= PROBLEM TO SOLVE =
State how many lines in the entries below include the string "roads", and give nothing beyond that number.

==========

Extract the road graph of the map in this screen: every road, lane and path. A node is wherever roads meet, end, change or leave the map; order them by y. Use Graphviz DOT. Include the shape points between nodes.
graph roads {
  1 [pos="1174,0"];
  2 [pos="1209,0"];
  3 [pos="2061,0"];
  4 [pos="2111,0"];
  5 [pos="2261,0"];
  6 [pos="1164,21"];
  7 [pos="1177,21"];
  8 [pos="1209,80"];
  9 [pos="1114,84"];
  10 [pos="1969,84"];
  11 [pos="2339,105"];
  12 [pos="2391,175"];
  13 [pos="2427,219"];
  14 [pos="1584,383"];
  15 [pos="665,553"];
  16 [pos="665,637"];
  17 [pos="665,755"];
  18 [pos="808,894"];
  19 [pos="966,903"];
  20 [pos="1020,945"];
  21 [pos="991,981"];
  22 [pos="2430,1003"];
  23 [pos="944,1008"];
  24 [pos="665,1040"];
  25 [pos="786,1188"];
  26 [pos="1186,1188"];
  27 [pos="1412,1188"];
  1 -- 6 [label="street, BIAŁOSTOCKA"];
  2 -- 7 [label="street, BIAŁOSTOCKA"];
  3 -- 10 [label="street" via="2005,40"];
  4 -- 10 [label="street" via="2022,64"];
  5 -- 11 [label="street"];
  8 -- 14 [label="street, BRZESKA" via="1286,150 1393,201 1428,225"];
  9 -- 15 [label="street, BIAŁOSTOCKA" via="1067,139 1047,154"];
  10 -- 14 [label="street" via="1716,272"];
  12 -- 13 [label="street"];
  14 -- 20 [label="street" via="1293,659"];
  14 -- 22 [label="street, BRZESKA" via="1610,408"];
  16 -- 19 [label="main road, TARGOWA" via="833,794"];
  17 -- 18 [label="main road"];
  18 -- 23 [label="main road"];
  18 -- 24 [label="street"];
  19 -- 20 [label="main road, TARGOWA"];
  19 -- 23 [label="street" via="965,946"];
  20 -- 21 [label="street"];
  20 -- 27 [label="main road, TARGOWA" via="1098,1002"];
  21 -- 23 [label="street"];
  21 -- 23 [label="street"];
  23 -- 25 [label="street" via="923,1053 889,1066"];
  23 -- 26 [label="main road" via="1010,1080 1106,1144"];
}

==========

= RESPONSE FOR THIS EXERCISE =
2